Shandilya Bhakti Sutra (Sanskrit: शाण्डिडल्यभक्तिसूत्रम्) is an ancient Sanskrit text of devotion to the God in Hinduism composed by the Vedic sage Brahmarshi Shandilya. It is the collection of one hundred bhakti sutras of the sage Shandilya. These one hundred bhakti sutras are collectively called as Shandilya Sutras.

== Description ==
Maharishi Shandilya was a great teacher of devotion and a supreme devotee of Lord Vishnu. He composed hundred of Sutras dedicated to the devotion of God in Hinduism. These Sutras are called as Shandilya Sutras and the text of these Shandilya Sutras is called as Shandilya Bhakti Sutra. According to the scholars, the text Shandilya Bhakti Sutra seems more older than similar text Narada Bhakti Sutra because Shandilya is quoted in the text Narada Bhakti Sutra but Narada is not quoted in the Shandilya Bhakti Sutra.

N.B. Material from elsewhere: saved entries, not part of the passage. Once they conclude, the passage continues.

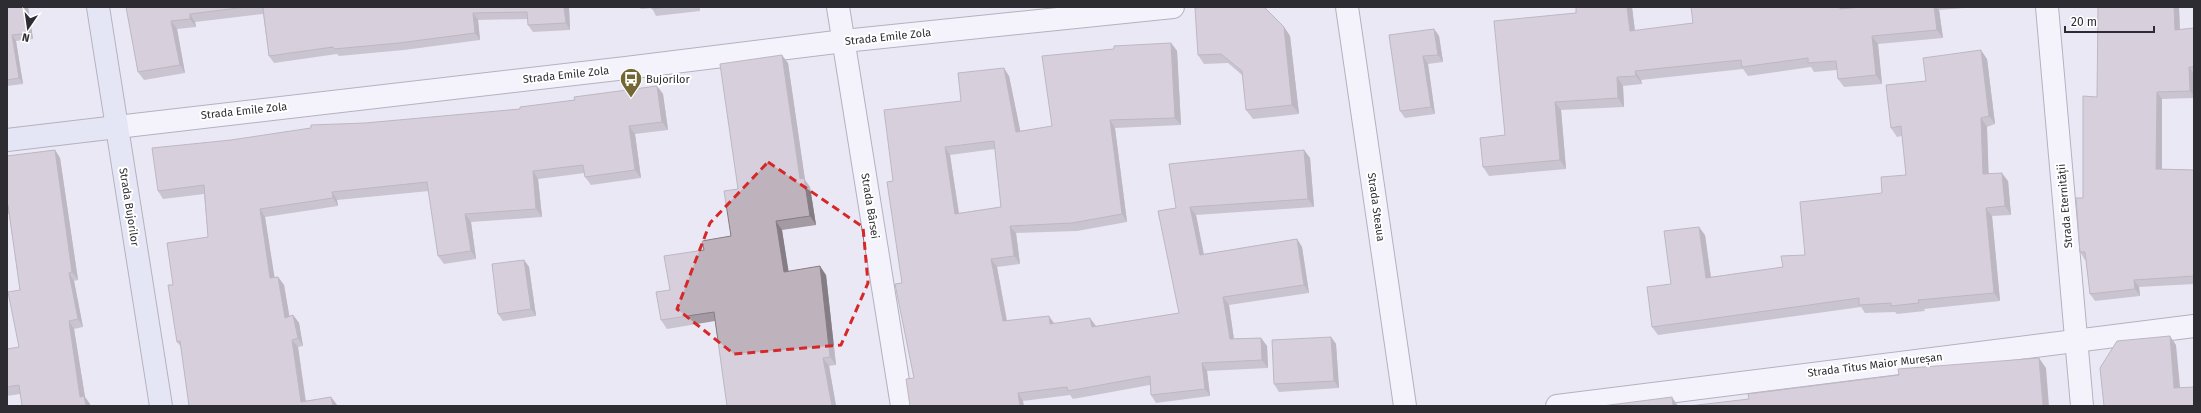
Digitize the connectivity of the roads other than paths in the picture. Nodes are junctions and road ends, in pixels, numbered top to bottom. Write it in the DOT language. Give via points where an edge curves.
graph roads {
  1 [pos="98,7"];
  2 [pos="838,7"];
  3 [pos="1173,7"];
  4 [pos="1347,7"];
  5 [pos="2047,7"];
  6 [pos="844,41"];
  7 [pos="117,127"];
  8 [pos="7,140"];
  9 [pos="2194,326"];
  10 [pos="2077,339"];
  11 [pos="161,406"];
  12 [pos="902,406"];
  13 [pos="1405,406"];
  14 [pos="1557,406"];
  15 [pos="2082,406"];
  1 -- 7 [label="main road, Strada Bujorilor"];
  2 -- 6 [label="street, Strada Bârsei"];
  3 -- 6 [label="street, Strada Emile Zola"];
  4 -- 13 [label="street, Strada Steaua"];
  5 -- 10 [label="street, Strada Eternității"];
  6 -- 7 [label="street, Strada Emile Zola"];
  6 -- 12 [label="street, Strada Bârsei"];
  7 -- 8 [label="main road, Strada Emile Zola"];
  7 -- 11 [label="main road, Strada Bujorilor"];
  9 -- 10 [label="street, Strada Titus Maior Mureșan"];
  10 -- 14 [label="street, Strada Titus Maior Mureșan"];
  10 -- 15 [label="street, Strada Eternității"];
}
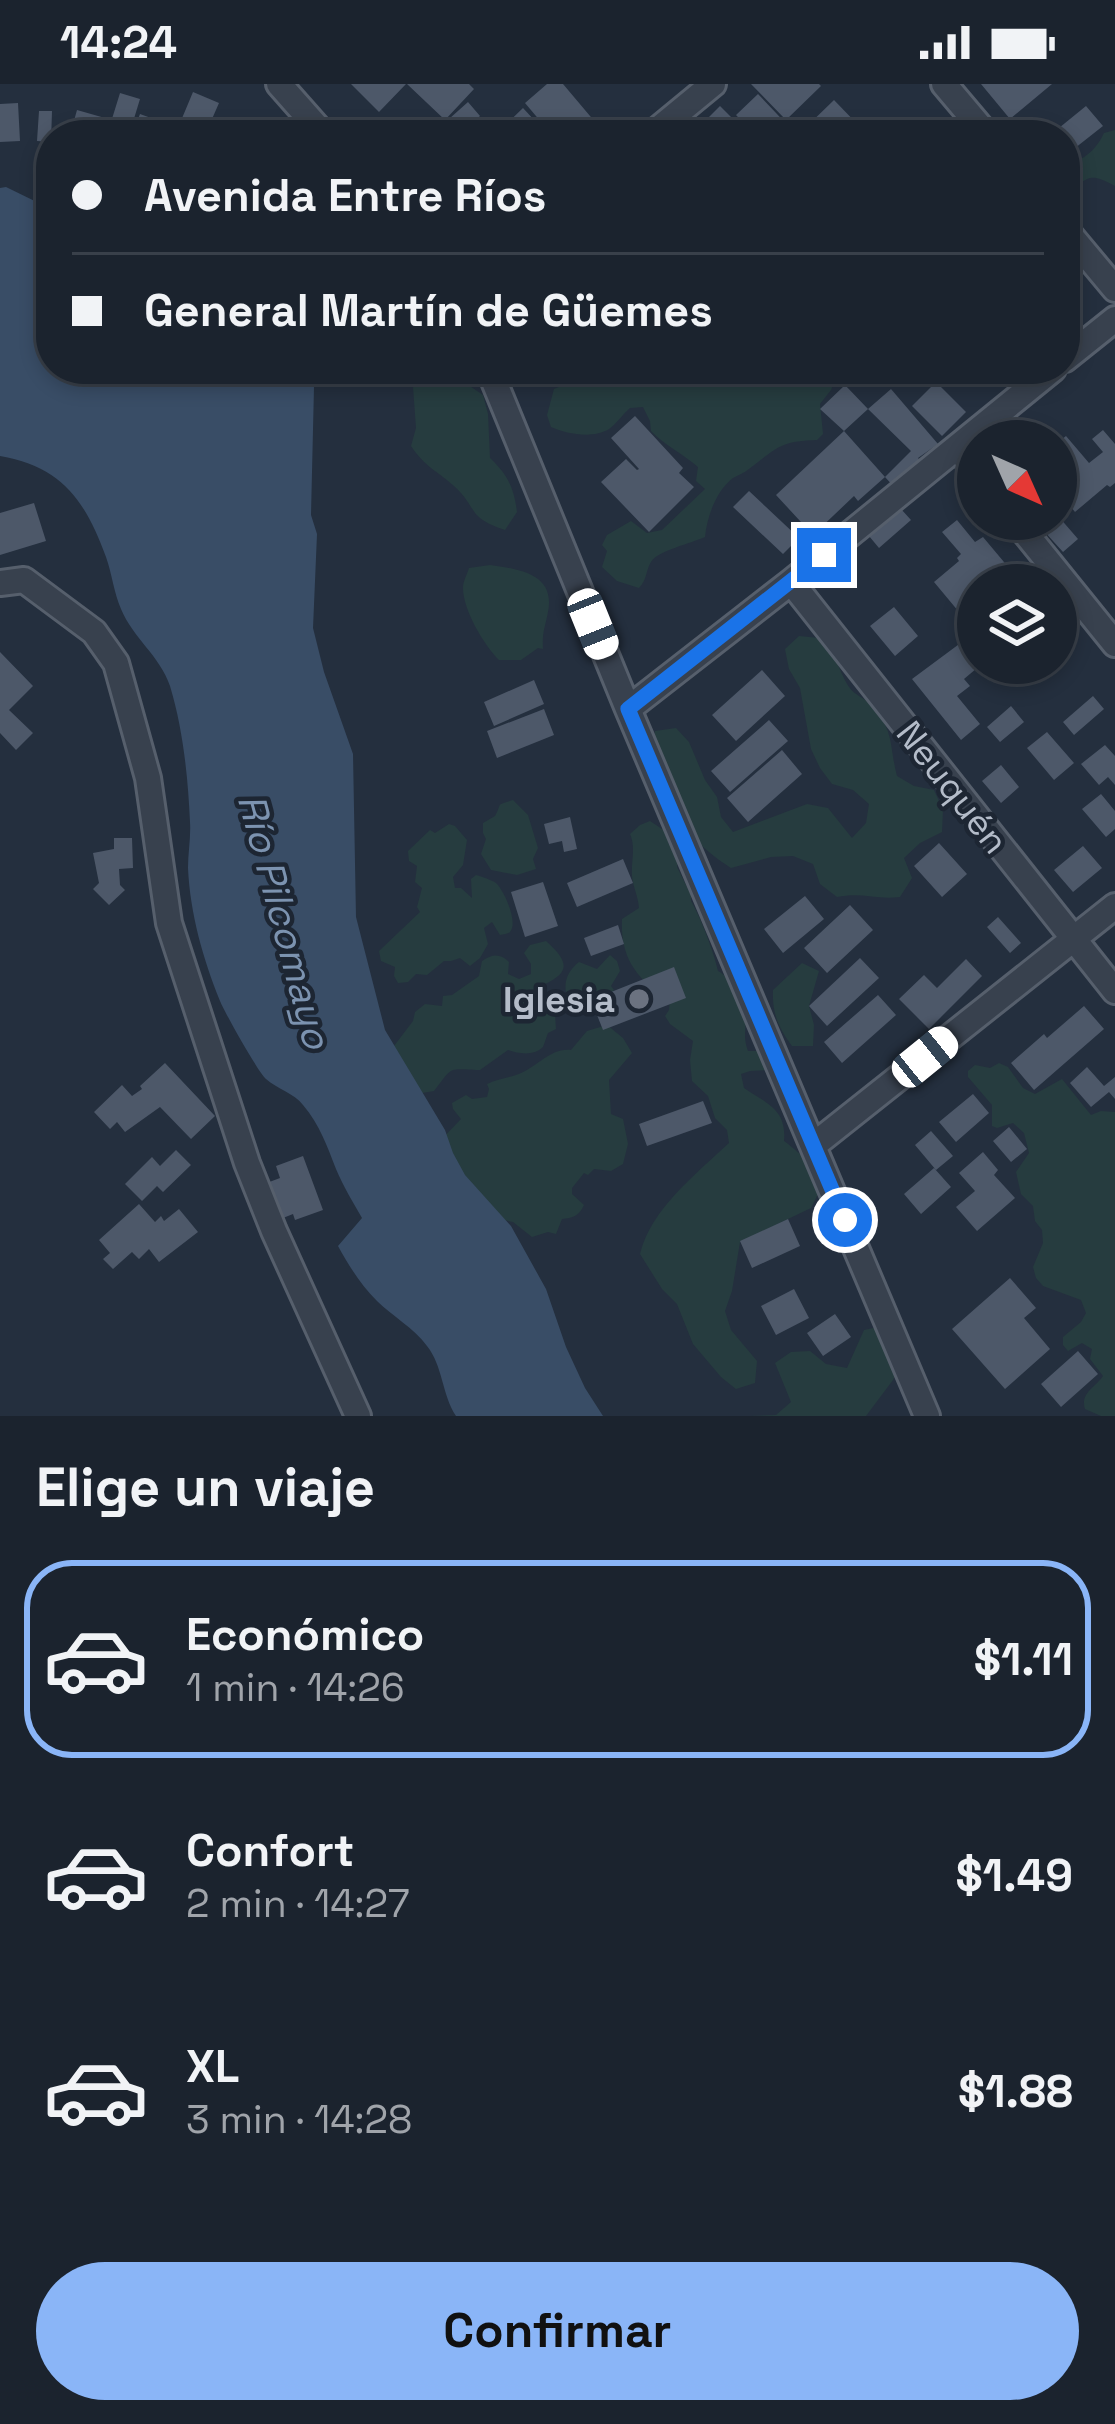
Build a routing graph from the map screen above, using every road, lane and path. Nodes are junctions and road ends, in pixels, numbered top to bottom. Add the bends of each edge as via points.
1 (280, 84) edge
2 (713, 84) edge
3 (944, 84) edge
4 (311, 120) edge
5 (670, 120) edge
6 (974, 120) edge
7 (1080, 247) edge
8 (1115, 289) edge
9 (1115, 319) edge
10 (1080, 347) edge
11 (496, 384) edge
12 (1035, 384) edge
13 (990, 420) edge
14 (957, 447) edge
15 (1031, 540) edge
16 (791, 582) junction
17 (0, 583) edge
18 (1115, 644) edge
19 (628, 709) junction
20 (1115, 906) edge
21 (1073, 939) junction
22 (1115, 992) edge
23 (814, 1145) junction
24 (358, 1416) edge
25 (927, 1416) edge

1 - 4 street
2 - 5 street
3 - 6 street
7 - 8 street
9 - 10 street
11 - 19 street
12 - 13 street
14 - 16 street
15 - 18 street
16 - 19 street
16 - 21 street, Neuquén
17 - 24 street via 24,580 94,632 116,663 148,778 169,923 247,1163
19 - 23 street
20 - 21 street
21 - 22 street, Neuquén
21 - 23 street
23 - 25 street

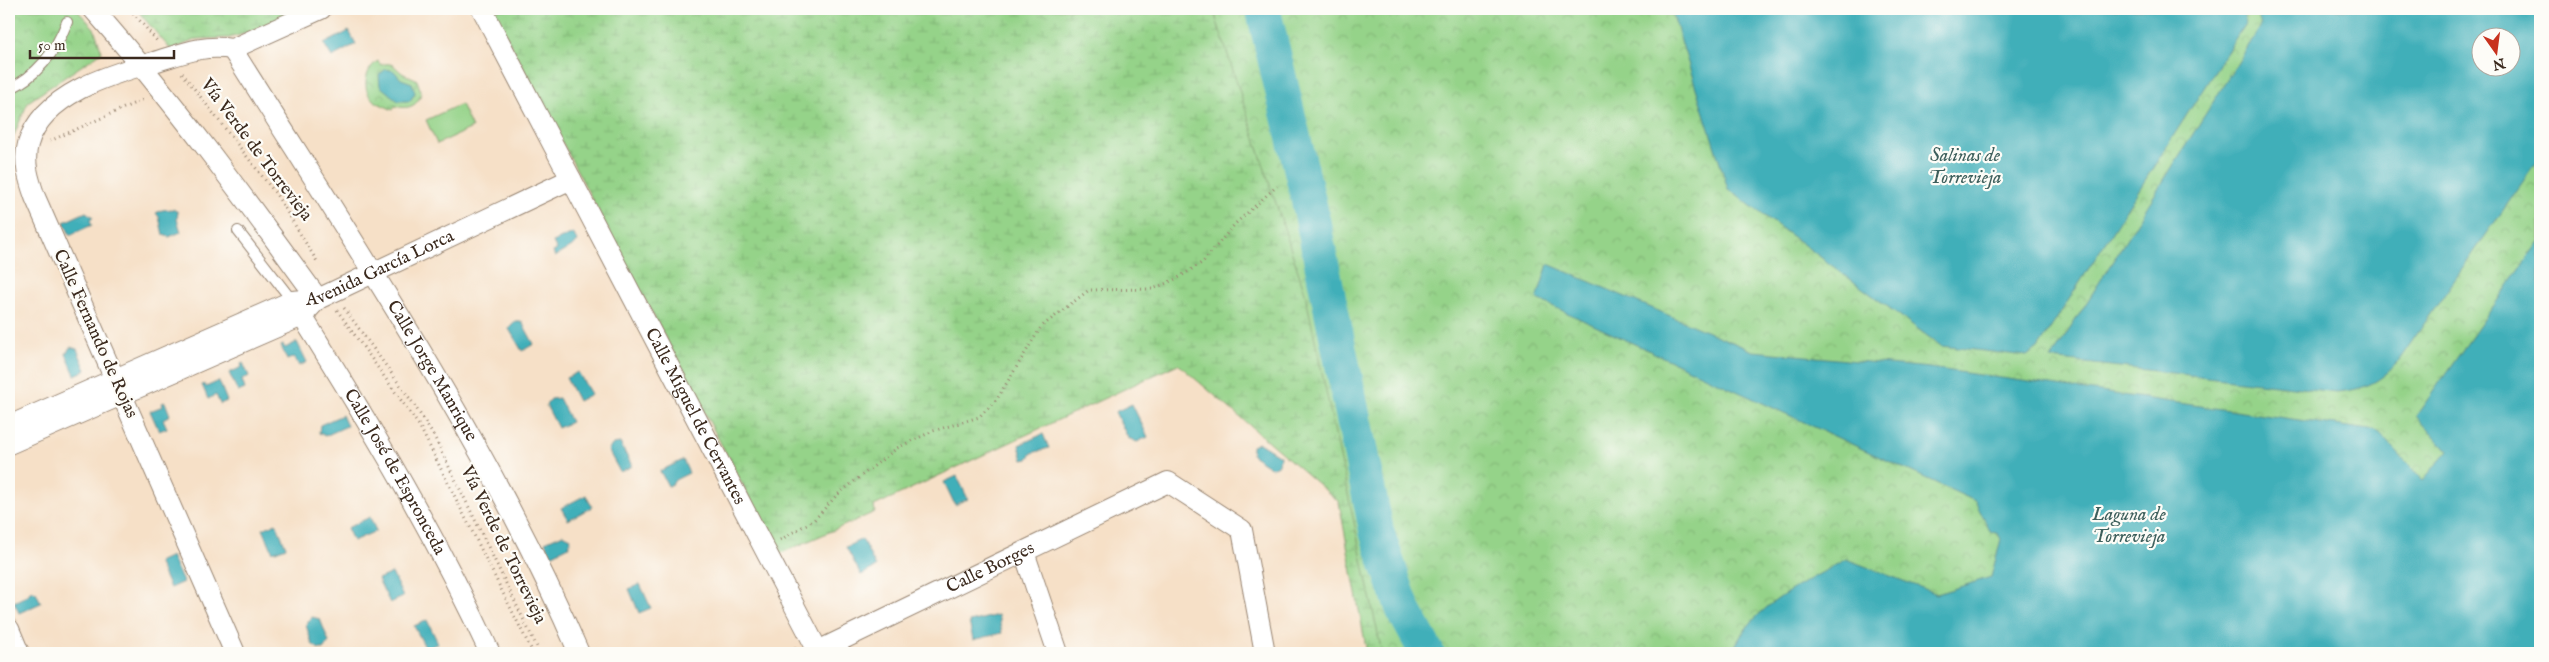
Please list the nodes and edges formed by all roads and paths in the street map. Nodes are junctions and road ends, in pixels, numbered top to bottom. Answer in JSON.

There are two well known commentaries on the Shandilya Bhakti Sutra, they are Shandilyasutram by the philosopher Svapneśvara and Bhakti Chandrika of Nārāyaṇatīrtha.

== Contents ==
In the text Shandilya Bhakti Sutra, there are three chapters. Each chapter is divided into two lectures known as Ahnika in Sanskrit. The literal meaning of Ahnika is daily lesson or lecture. The first chapter is about the nature of devotion, the second chapter is related to the means of devotion and the third chapter is related to the object of worship. There are 9 and 17 sutras in the first and second lectures respectively of the first chapter. In the second chapter, there are 29 sutras in each lectures. In the last chapter, there are 8 sutras in each lectures. The total number of sutras in the text is one hundred.